In our case, it was the apartheid regime that laid the grounds for our departure. My father, who was chairman of the Cape Town Liberal Party, became the first Liberal to be banned under the infamous Suppression of Communism Act, devised to quell opposition to white minority rule, particularly by the African National Congress.

Although his banning orders didn’t stop him from living or working in South Africa, they severely curtailed his freedom. 

He was effectively silenced as he couldn’t be quoted in the press, and social gatherings of more than two people were banned, as was travelling any distance, in an early, more sinister, precursor to lockdown.

Worse, our house was constantly watched and sometimes raided by the security police, who showed up in the small hours, hunting for subversive literature or incriminating documents.

The final straw was a bullet through a bedroom window that narrowly missed my brother’s cot, a warning shot from a Nationalist fanatic. 

With his one-way exit permit and his British passport, my father, as a political exile, brought his young family to these shores for greater safety and a more stable future.

The mayor of an Albanian town, Has, that has seen most of its men emigrate to Britain, told the Daily Mail of his pride in this country and its institutions. The town organised an official day of mourning following the Queen’s death because “she gave them the opportunity to find work and build a new life from nothing”.

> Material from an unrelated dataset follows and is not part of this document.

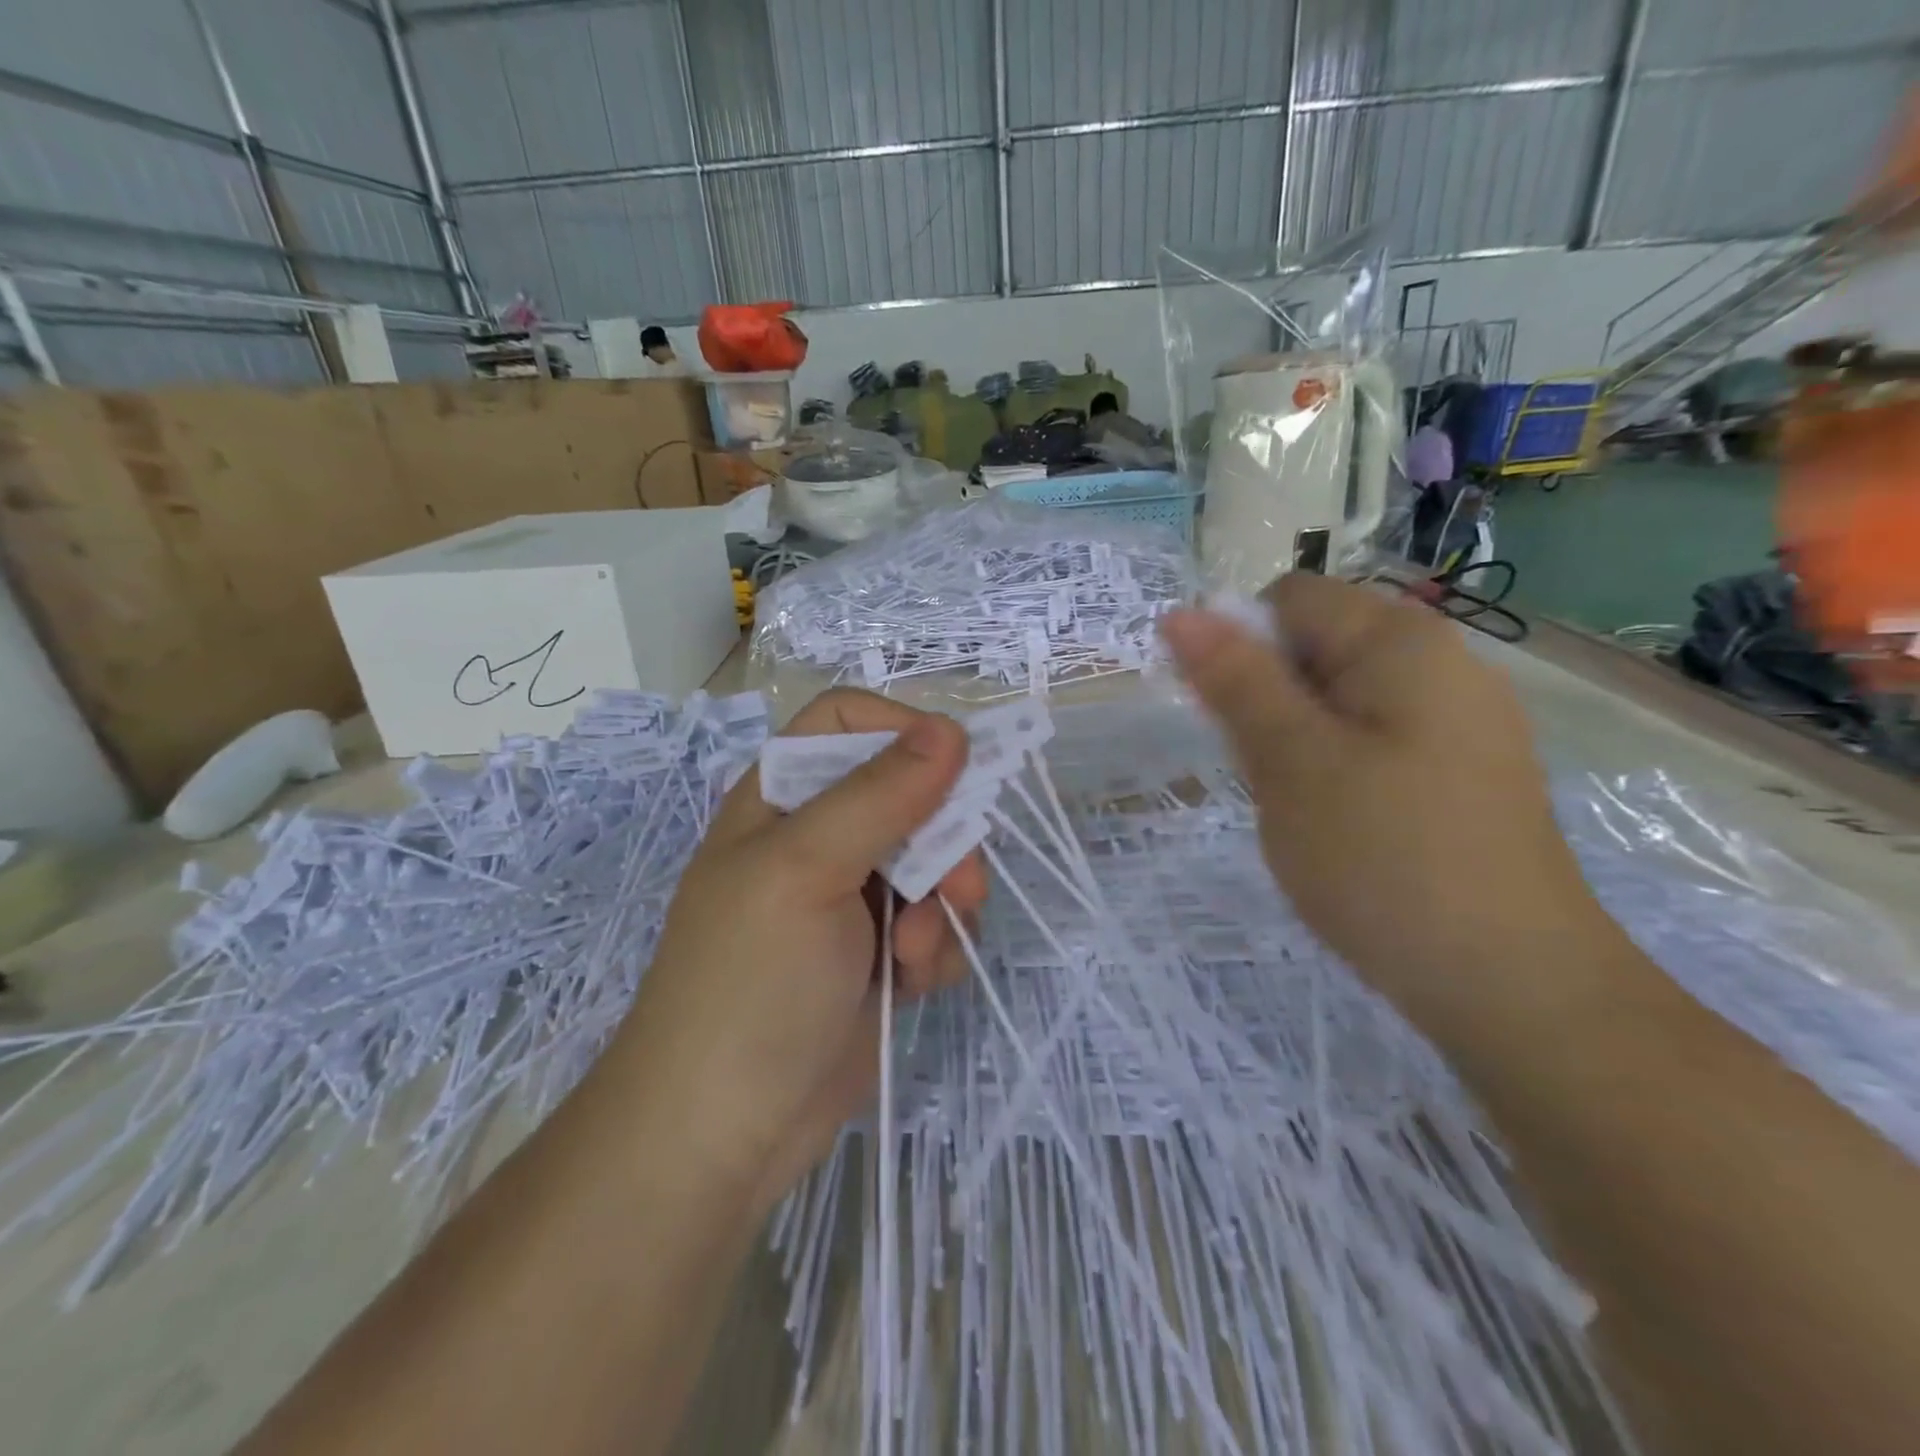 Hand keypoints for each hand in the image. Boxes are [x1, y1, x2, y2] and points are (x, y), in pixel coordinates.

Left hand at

The mayor’s patriotism for another nation struck a chord and I had a flashback to my father dragging visitors around Windsor Castle, near where we lived, imparting his incredible knowledge of the history of his adopted country.

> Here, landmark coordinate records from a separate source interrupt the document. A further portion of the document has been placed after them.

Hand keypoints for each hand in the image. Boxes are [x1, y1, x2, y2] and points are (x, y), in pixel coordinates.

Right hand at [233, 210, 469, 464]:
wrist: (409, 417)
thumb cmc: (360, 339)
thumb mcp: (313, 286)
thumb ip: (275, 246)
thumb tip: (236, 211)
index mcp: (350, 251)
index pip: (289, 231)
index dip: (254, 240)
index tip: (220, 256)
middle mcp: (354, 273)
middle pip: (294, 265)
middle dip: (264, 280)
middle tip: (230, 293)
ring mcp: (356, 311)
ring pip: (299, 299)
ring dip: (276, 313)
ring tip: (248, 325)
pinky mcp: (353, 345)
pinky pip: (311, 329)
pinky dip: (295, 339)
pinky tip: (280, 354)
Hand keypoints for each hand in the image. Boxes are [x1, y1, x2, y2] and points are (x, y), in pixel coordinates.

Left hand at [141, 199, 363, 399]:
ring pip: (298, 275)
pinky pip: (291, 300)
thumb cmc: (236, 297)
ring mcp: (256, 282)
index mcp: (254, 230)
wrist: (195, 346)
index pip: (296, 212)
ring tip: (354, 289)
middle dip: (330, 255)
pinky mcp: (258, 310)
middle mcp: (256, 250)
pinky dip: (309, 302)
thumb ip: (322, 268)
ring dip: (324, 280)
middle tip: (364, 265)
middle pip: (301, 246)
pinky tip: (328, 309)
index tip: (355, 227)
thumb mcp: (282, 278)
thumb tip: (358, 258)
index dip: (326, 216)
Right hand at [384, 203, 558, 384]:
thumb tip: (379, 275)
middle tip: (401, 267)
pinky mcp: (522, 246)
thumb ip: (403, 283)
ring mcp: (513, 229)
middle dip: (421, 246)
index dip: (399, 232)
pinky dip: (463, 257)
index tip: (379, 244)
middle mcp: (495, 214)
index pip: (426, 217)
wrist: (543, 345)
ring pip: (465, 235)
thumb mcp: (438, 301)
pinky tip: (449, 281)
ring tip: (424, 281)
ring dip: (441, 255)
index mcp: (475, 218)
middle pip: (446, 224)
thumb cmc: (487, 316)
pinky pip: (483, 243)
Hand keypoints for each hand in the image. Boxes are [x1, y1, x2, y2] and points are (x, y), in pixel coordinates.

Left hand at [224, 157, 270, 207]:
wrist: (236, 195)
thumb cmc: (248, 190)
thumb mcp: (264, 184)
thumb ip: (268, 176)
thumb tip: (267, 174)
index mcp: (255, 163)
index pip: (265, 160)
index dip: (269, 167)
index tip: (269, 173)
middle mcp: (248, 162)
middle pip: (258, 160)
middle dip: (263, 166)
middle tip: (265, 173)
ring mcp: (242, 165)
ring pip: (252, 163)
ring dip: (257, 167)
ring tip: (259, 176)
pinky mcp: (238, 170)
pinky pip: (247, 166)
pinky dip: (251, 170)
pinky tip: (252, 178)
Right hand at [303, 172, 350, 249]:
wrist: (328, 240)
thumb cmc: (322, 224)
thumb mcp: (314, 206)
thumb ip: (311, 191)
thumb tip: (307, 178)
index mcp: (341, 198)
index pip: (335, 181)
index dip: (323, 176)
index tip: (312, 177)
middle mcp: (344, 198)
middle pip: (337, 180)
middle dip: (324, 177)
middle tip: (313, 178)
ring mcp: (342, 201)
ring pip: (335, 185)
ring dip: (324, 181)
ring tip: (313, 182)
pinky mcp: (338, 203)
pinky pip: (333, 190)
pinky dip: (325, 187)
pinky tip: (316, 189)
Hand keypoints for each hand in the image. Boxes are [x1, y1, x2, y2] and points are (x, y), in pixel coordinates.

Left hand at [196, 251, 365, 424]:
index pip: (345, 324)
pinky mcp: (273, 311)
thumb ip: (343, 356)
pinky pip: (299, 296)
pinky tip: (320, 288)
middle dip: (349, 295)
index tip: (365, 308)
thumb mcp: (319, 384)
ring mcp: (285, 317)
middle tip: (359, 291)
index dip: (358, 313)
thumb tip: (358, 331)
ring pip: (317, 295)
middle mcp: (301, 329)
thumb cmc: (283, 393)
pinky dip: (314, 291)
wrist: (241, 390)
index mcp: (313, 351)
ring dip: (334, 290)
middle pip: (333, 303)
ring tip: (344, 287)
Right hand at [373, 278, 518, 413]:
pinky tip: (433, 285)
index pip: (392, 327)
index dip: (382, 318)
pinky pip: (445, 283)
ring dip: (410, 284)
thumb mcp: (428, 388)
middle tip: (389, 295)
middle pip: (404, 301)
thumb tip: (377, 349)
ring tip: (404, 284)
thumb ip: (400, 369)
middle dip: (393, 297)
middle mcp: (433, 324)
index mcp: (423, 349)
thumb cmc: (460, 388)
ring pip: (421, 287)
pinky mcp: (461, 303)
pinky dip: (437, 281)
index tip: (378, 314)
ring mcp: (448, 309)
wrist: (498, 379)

While the current migration crisis stirs voter fury, in some quarters at least, Britain remains largely hospitable towards outsiders. 

We have had a recent reminder of the sanctuary we offer in relation to other European nations, with an Indian prime minister and three of the four great offices of state occupied by ethnic minorities. For good reason, the UK has been dubbed the world’s best melting pot.

Even though I was assimilated very young into British culture, and anyway was born into a half British family, I still can’t read the word “immigrant” without contemplating what could have been.

In leaving the land of my birth I missed what other migrants miss: grandparents and extended family; a wider network of contacts growing up; familial traditions that root you to a place.

But I gained so much more. Instead of being the product of a pariah state, my father an outlaw, my sister, brother and I were raised as British children, with all the prospects that brought. I am forever grateful in a way only an immigrant can be.